Münster - Es gibt so Stellen in Münster, da ist die deutsche Straßenverkehrsordnung für Radler nur schwer zu ertragen. Zu Letzteren zählt bekanntlich auch Münsters oberster Polizist, Radler Hubert Wimber. Man sieht ihn auf dem Stadtrad, dem Rennrad, mit und ohne Helm, von seinem Dienstsitz am Friesenring in die Stadt pedalieren. Wie alle beradelten Menschen kennt er Münsters Schleichwege und alle Schliche.

Und nun dies: Auf dem Rückweg aus der City fährt der Präsident einer Leserin unserer Zeitung dort entgegen, wo er eigentlich nicht fahren sollte. Nämlich auf der falschen Seite des Radwegs. „Und zwar wiederholt“, sagt sie.

Genau gesagt: am Ende der Finkenstraße im Kreuzviertel, wo ein Pättken durch eine Radsperre auf den Friesenring mündet. Hier muss links abbiegen, wer zur Ampel über den Ring will. Nach Google-Maps vermessen, beträgt die Differenz so an die 18 Meter.

Die Leserin ärgerte sich, weil sie nämlich, 100 Meter weiter, an der Görres­straße ebenfalls links abzubiegen pflegte, um ihre Kinder in den Kindergarten hinter der Diakonie zu bringen. Dies aber sind glatte 100 Meter - und zwar direkt gegenüber dem Polizeipräsidium.

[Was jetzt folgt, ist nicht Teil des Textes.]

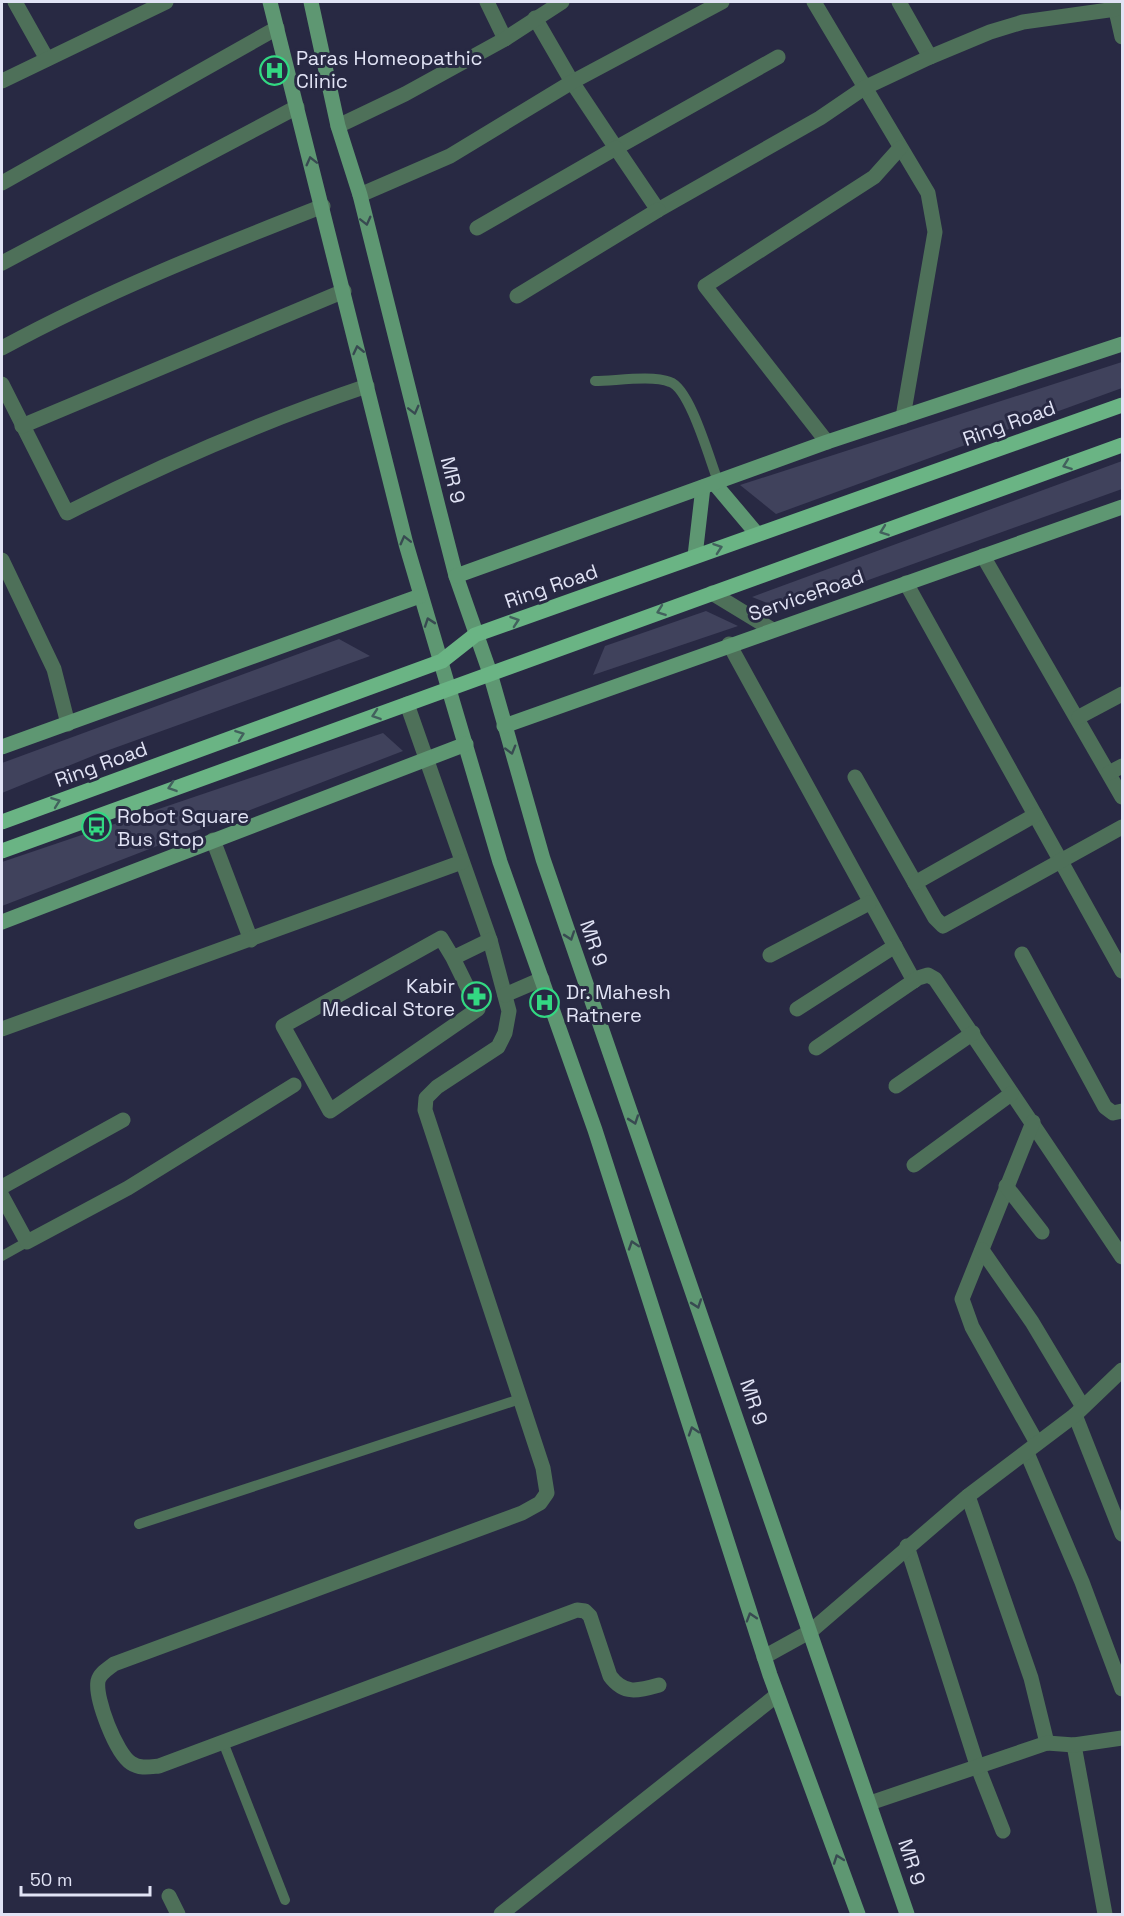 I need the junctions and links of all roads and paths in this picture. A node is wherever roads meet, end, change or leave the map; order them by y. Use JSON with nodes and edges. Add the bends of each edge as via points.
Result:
{"nodes":[{"id":1,"x":15,"y":2,"type":"edge"},
{"id":2,"x":166,"y":2,"type":"edge"},
{"id":3,"x":270,"y":2,"type":"edge"},
{"id":4,"x":310,"y":2,"type":"edge"},
{"id":5,"x":487,"y":2,"type":"edge"},
{"id":6,"x":562,"y":2,"type":"edge"},
{"id":7,"x":722,"y":2,"type":"edge"},
{"id":8,"x":814,"y":2,"type":"edge"},
{"id":9,"x":899,"y":2,"type":"edge"},
{"id":10,"x":1115,"y":5,"type":"edge"},
{"id":11,"x":535,"y":18,"type":"junction"},
{"id":12,"x":277,"y":28,"type":"junction"},
{"id":13,"x":1122,"y":37,"type":"edge"},
{"id":14,"x":504,"y":39,"type":"junction"},
{"id":15,"x":778,"y":57,"type":"dead end"},
{"id":16,"x":930,"y":57,"type":"junction"},
{"id":17,"x":47,"y":59,"type":"junction"},
{"id":18,"x":2,"y":81,"type":"edge"},
{"id":19,"x":572,"y":82,"type":"junction"},
{"id":20,"x":864,"y":88,"type":"junction"},
{"id":21,"x":297,"y":107,"type":"junction"},
{"id":22,"x":338,"y":126,"type":"junction"},
{"id":23,"x":616,"y":148,"type":"junction"},
{"id":24,"x":900,"y":148,"type":"junction"},
{"id":25,"x":2,"y":183,"type":"edge"},
{"id":26,"x":360,"y":195,"type":"junction"},
{"id":27,"x":322,"y":206,"type":"junction"},
{"id":28,"x":658,"y":210,"type":"junction"},
{"id":29,"x":477,"y":228,"type":"dead end"},
{"id":30,"x":2,"y":263,"type":"edge"},
{"id":31,"x":344,"y":291,"type":"junction"},
{"id":32,"x":517,"y":296,"type":"dead end"},
{"id":33,"x":1122,"y":344,"type":"edge"},
{"id":34,"x":2,"y":348,"type":"edge"},
{"id":35,"x":596,"y":381,"type":"dead end"},
{"id":36,"x":2,"y":384,"type":"edge"},
{"id":37,"x":367,"y":386,"type":"junction"},
{"id":38,"x":1122,"y":405,"type":"edge"},
{"id":39,"x":903,"y":417,"type":"junction"},
{"id":40,"x":22,"y":426,"type":"junction"},
{"id":41,"x":827,"y":442,"type":"junction"},
{"id":42,"x":1122,"y":445,"type":"edge"},
{"id":43,"x":712,"y":484,"type":"junction"},
{"id":44,"x":1122,"y":507,"type":"edge"},
{"id":45,"x":757,"y":534,"type":"junction"},
{"id":46,"x":695,"y":556,"type":"junction"},
{"id":47,"x":983,"y":556,"type":"junction"},
{"id":48,"x":2,"y":560,"type":"edge"},
{"id":49,"x":456,"y":576,"type":"junction"},
{"id":50,"x":906,"y":583,"type":"junction"},
{"id":51,"x":712,"y":593,"type":"junction"},
{"id":52,"x":420,"y":596,"type":"junction"},
{"id":53,"x":771,"y":629,"type":"junction"},
{"id":54,"x":475,"y":634,"type":"junction"},
{"id":55,"x":729,"y":644,"type":"junction"},
{"id":56,"x":442,"y":661,"type":"junction"},
{"id":57,"x":490,"y":673,"type":"junction"},
{"id":58,"x":451,"y":689,"type":"junction"},
{"id":59,"x":1122,"y":694,"type":"edge"},
{"id":60,"x":407,"y":704,"type":"junction"},
{"id":61,"x":1078,"y":717,"type":"junction"},
{"id":62,"x":68,"y":723,"type":"junction"},
{"id":63,"x":504,"y":726,"type":"junction"},
{"id":64,"x":466,"y":744,"type":"junction"},
{"id":65,"x":2,"y":747,"type":"edge"},
{"id":66,"x":427,"y":758,"type":"junction"},
{"id":67,"x":1116,"y":769,"type":"edge"},
{"id":68,"x":855,"y":777,"type":"dead end"},
{"id":69,"x":1122,"y":797,"type":"edge"},
{"id":70,"x":1035,"y":815,"type":"junction"},
{"id":71,"x":2,"y":822,"type":"edge"},
{"id":72,"x":1122,"y":827,"type":"edge"},
{"id":73,"x":213,"y":840,"type":"junction"},
{"id":74,"x":2,"y":851,"type":"edge"},
{"id":75,"x":462,"y":862,"type":"junction"},
{"id":76,"x":1062,"y":863,"type":"junction"},
{"id":77,"x":915,"y":883,"type":"junction"},
{"id":78,"x":869,"y":903,"type":"junction"},
{"id":79,"x":2,"y":922,"type":"edge"},
{"id":80,"x":251,"y":940,"type":"junction"},
{"id":81,"x":490,"y":940,"type":"junction"},
{"id":82,"x":895,"y":946,"type":"junction"},
{"id":83,"x":770,"y":954,"type":"dead end"},
{"id":84,"x":1022,"y":954,"type":"dead end"},
{"id":85,"x":453,"y":958,"type":"junction"},
{"id":86,"x":1122,"y":971,"type":"edge"},
{"id":87,"x":542,"y":979,"type":"junction"},
{"id":88,"x":914,"y":981,"type":"junction"},
{"id":89,"x":505,"y":995,"type":"junction"},
{"id":90,"x":797,"y":1009,"type":"dead end"},
{"id":91,"x":2,"y":1029,"type":"edge"},
{"id":92,"x":973,"y":1033,"type":"junction"},
{"id":93,"x":816,"y":1048,"type":"dead end"},
{"id":94,"x":294,"y":1085,"type":"dead end"},
{"id":95,"x":896,"y":1086,"type":"dead end"},
{"id":96,"x":1011,"y":1094,"type":"junction"},
{"id":97,"x":1122,"y":1111,"type":"edge"},
{"id":98,"x":123,"y":1120,"type":"dead end"},
{"id":99,"x":1033,"y":1122,"type":"junction"},
{"id":100,"x":914,"y":1165,"type":"dead end"},
{"id":101,"x":2,"y":1186,"type":"edge"},
{"id":102,"x":1006,"y":1186,"type":"junction"},
{"id":103,"x":2,"y":1196,"type":"edge"},
{"id":104,"x":1042,"y":1232,"type":"dead end"},
{"id":105,"x":27,"y":1242,"type":"junction"},
{"id":106,"x":982,"y":1250,"type":"junction"},
{"id":107,"x":2,"y":1256,"type":"edge"},
{"id":108,"x":1122,"y":1257,"type":"edge"},
{"id":109,"x":1120,"y":1379,"type":"edge"},
{"id":110,"x":520,"y":1399,"type":"junction"},
{"id":111,"x":1079,"y":1411,"type":"junction"},
{"id":112,"x":1032,"y":1448,"type":"junction"},
{"id":113,"x":968,"y":1496,"type":"junction"},
{"id":114,"x":139,"y":1524,"type":"dead end"},
{"id":115,"x":1122,"y":1534,"type":"edge"},
{"id":116,"x":907,"y":1546,"type":"junction"},
{"id":117,"x":811,"y":1631,"type":"junction"},
{"id":118,"x":764,"y":1657,"type":"junction"},
{"id":119,"x":658,"y":1685,"type":"dead end"},
{"id":120,"x":1122,"y":1689,"type":"edge"},
{"id":121,"x":777,"y":1695,"type":"junction"},
{"id":122,"x":1122,"y":1738,"type":"edge"},
{"id":123,"x":224,"y":1742,"type":"junction"},
{"id":124,"x":1047,"y":1743,"type":"junction"},
{"id":125,"x":1074,"y":1745,"type":"junction"},
{"id":126,"x":977,"y":1765,"type":"junction"},
{"id":127,"x":870,"y":1803,"type":"junction"},
{"id":128,"x":1003,"y":1831,"type":"dead end"},
{"id":129,"x":169,"y":1896,"type":"dead end"},
{"id":130,"x":285,"y":1900,"type":"dead end"},
{"id":131,"x":178,"y":1914,"type":"edge"},
{"id":132,"x":501,"y":1914,"type":"edge"},
{"id":133,"x":858,"y":1914,"type":"edge"},
{"id":134,"x":907,"y":1914,"type":"edge"},
{"id":135,"x":1105,"y":1914,"type":"edge"}],
"edges":[{"from":1,"to":17,"type":"street"},
{"from":2,"to":17,"type":"street"},
{"from":3,"to":12,"type":"street"},
{"from":4,"to":22,"type":"street","name":"MR 9"},
{"from":5,"to":14,"type":"street"},
{"from":6,"to":11,"type":"street"},
{"from":7,"to":19,"type":"street"},
{"from":8,"to":20,"type":"street"},
{"from":9,"to":16,"type":"street"},
{"from":10,"to":13,"type":"street"},
{"from":10,"to":16,"type":"street","via":[[1023,22]]},
{"from":11,"to":14,"type":"street"},
{"from":11,"to":19,"type":"street"},
{"from":12,"to":21,"type":"street"},
{"from":12,"to":25,"type":"street"},
{"from":14,"to":22,"type":"street"},
{"from":15,"to":23,"type":"street"},
{"from":16,"to":20,"type":"street"},
{"from":17,"to":18,"type":"street"},
{"from":19,"to":23,"type":"street"},
{"from":19,"to":26,"type":"street","via":[[450,156]]},
{"from":20,"to":24,"type":"street"},
{"from":20,"to":28,"type":"street","via":[[820,118]]},
{"from":27,"to":21,"type":"street","one_way":true},
{"from":21,"to":30,"type":"street"},
{"from":22,"to":26,"type":"street","name":"MR 9"},
{"from":23,"to":28,"type":"street"},
{"from":23,"to":29,"type":"street"},
{"from":24,"to":39,"type":"street","via":[[928,193],[935,232]]},
{"from":24,"to":41,"type":"street","via":[[874,177],[705,286]]},
{"from":26,"to":49,"type":"street","name":"MR 9","one_way":true},
{"from":27,"to":31,"type":"street"},
{"from":27,"to":34,"type":"street","via":[[167,267]]},
{"from":28,"to":32,"type":"street"},
{"from":37,"to":31,"type":"street","one_way":true},
{"from":31,"to":40,"type":"street"},
{"from":33,"to":39,"type":"street"},
{"from":35,"to":43,"type":"lane","via":[[663,380],[677,385],[686,398]]},
{"from":36,"to":40,"type":"street"},
{"from":37,"to":40,"type":"street","via":[[155,468],[67,513]]},
{"from":52,"to":37,"type":"street","one_way":true},
{"from":38,"to":45,"type":"main road","name":"Ring Road"},
{"from":39,"to":41,"type":"street"},
{"from":41,"to":43,"type":"street"},
{"from":42,"to":51,"type":"main road","one_way":true},
{"from":43,"to":45,"type":"street"},
{"from":43,"to":46,"type":"street"},
{"from":43,"to":49,"type":"street"},
{"from":44,"to":47,"type":"street","name":"ServiceRoad"},
{"from":46,"to":45,"type":"main road","name":"Ring Road","one_way":true},
{"from":54,"to":46,"type":"main road","name":"Ring Road","one_way":true},
{"from":47,"to":50,"type":"street","name":"ServiceRoad"},
{"from":47,"to":61,"type":"street"},
{"from":48,"to":62,"type":"street","via":[[54,669]]},
{"from":49,"to":54,"type":"street","name":"MR 9"},
{"from":50,"to":53,"type":"street","name":"ServiceRoad"},
{"from":50,"to":70,"type":"street"},
{"from":51,"to":53,"type":"street"},
{"from":51,"to":57,"type":"main road","one_way":true},
{"from":56,"to":52,"type":"street","one_way":true},
{"from":52,"to":62,"type":"street"},
{"from":53,"to":55,"type":"street","name":"ServiceRoad"},
{"from":54,"to":56,"type":"main road","name":"Ring Road"},
{"from":54,"to":57,"type":"street","name":"MR 9"},
{"from":55,"to":63,"type":"street","name":"ServiceRoad"},
{"from":55,"to":78,"type":"street"},
{"from":56,"to":58,"type":"street"},
{"from":71,"to":56,"type":"main road","name":"Ring Road","one_way":true},
{"from":57,"to":58,"type":"main road"},
{"from":57,"to":63,"type":"street","name":"MR 9"},
{"from":58,"to":60,"type":"main road"},
{"from":58,"to":64,"type":"street"},
{"from":59,"to":61,"type":"street"},
{"from":60,"to":66,"type":"street"},
{"from":60,"to":74,"type":"main road","one_way":true},
{"from":61,"to":67,"type":"street"},
{"from":62,"to":65,"type":"street"},
{"from":63,"to":117,"type":"street","name":"MR 9","one_way":true,"via":[[543,859]]},
{"from":64,"to":66,"type":"street"},
{"from":64,"to":87,"type":"street","via":[[500,862]]},
{"from":66,"to":73,"type":"street"},
{"from":66,"to":75,"type":"street"},
{"from":67,"to":69,"type":"street"},
{"from":68,"to":77,"type":"street"},
{"from":70,"to":76,"type":"street"},
{"from":70,"to":77,"type":"street"},
{"from":72,"to":76,"type":"street"},
{"from":73,"to":79,"type":"street"},
{"from":73,"to":80,"type":"street"},
{"from":75,"to":80,"type":"street"},
{"from":75,"to":81,"type":"street"},
{"from":76,"to":77,"type":"street","via":[[947,926],[937,922]]},
{"from":76,"to":86,"type":"street"},
{"from":78,"to":82,"type":"street"},
{"from":78,"to":83,"type":"street"},
{"from":80,"to":91,"type":"street"},
{"from":81,"to":85,"type":"street"},
{"from":81,"to":89,"type":"street"},
{"from":82,"to":88,"type":"street"},
{"from":82,"to":90,"type":"street"},
{"from":84,"to":97,"type":"street","via":[[1105,1107],[1113,1113]]},
{"from":85,"to":85,"type":"street","via":[[441,938],[283,1026],[330,1111],[478,1009]]},
{"from":87,"to":89,"type":"street"},
{"from":118,"to":87,"type":"street","one_way":true,"via":[[599,1142]]},
{"from":88,"to":92,"type":"street","via":[[928,975],[935,979]]},
{"from":88,"to":93,"type":"street"},
{"from":89,"to":110,"type":"street","via":[[508,1011],[498,1047],[437,1087],[426,1098],[425,1110]]},
{"from":92,"to":95,"type":"street"},
{"from":92,"to":96,"type":"street"},
{"from":94,"to":105,"type":"street","via":[[128,1188]]},
{"from":96,"to":99,"type":"street"},
{"from":96,"to":100,"type":"street"},
{"from":98,"to":101,"type":"street"},
{"from":99,"to":102,"type":"street"},
{"from":99,"to":108,"type":"street"},
{"from":102,"to":104,"type":"street"},
{"from":102,"to":106,"type":"street"},
{"from":103,"to":105,"type":"street"},
{"from":105,"to":107,"type":"lane"},
{"from":106,"to":111,"type":"street","via":[[1032,1322]]},
{"from":106,"to":112,"type":"street","via":[[965,1285],[963,1306]]},
{"from":109,"to":111,"type":"street"},
{"from":110,"to":114,"type":"lane"},
{"from":110,"to":123,"type":"street","via":[[548,1484],[540,1503],[114,1664],[102,1673],[99,1692],[113,1738],[132,1763],[143,1768],[159,1766]]},
{"from":111,"to":112,"type":"street"},
{"from":111,"to":115,"type":"street"},
{"from":112,"to":113,"type":"street"},
{"from":112,"to":120,"type":"street"},
{"from":113,"to":116,"type":"street"},
{"from":113,"to":124,"type":"street","via":[[1031,1678]]},
{"from":116,"to":117,"type":"street"},
{"from":116,"to":126,"type":"street"},
{"from":117,"to":118,"type":"street"},
{"from":117,"to":127,"type":"street","name":"MR 9"},
{"from":118,"to":121,"type":"street"},
{"from":119,"to":123,"type":"street","via":[[636,1691],[624,1690],[616,1684],[590,1616],[577,1610]]},
{"from":121,"to":132,"type":"street"},
{"from":133,"to":121,"type":"street","one_way":true},
{"from":122,"to":125,"type":"street"},
{"from":123,"to":130,"type":"lane"},
{"from":124,"to":125,"type":"street"},
{"from":124,"to":126,"type":"street"},
{"from":125,"to":135,"type":"street"},
{"from":126,"to":127,"type":"street"},
{"from":126,"to":128,"type":"street"},
{"from":127,"to":134,"type":"street","name":"MR 9"},
{"from":129,"to":131,"type":"street"}]}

Hier wurde sie unlängst von einem Radpolizisten gestoppt, als sie mit Anhänger entgegen der Fahrtrichtung radelte. Und ihr wurde Strafe angedroht - zehn Euro. Was für sie gilt, meint sie nun, muss auch für den Polizeipräsidenten gelten. Und sprach ihn an, als sie neben ihm vor einer roten Ampel stand: „Lassen Sie sich mal nicht von Ihren Kollegen erwischen“, sagte sie. Worauf Wimber ihr entgegnet habe, er gucke immer vorher, ob es frei sei, achte genau auf den Verkehr und wenn Radler entgegenkämen, steige er ab.

Alfons Propst, Polizeipressesprecher, musste das gegenüber unserer Zeitung bestätigen. Der Chef „krücke nicht“, seufzte sein Sprecher. Er gebe zu, dass er sich schon mal aus der Finkenstraße Richtung Ampel rollen lasse. Wie vermutlich die komplette Kreuzschul-Schülerschaft, die diesen Weg in Richtung Ring nimmt. In Zeiten, wo Radlern in Münster gerade von Wimbers Behörde scharf auf die Pedale geschaut wird, dürfte die Entschuldigung bei seinen Kollegen nicht gut ankommen.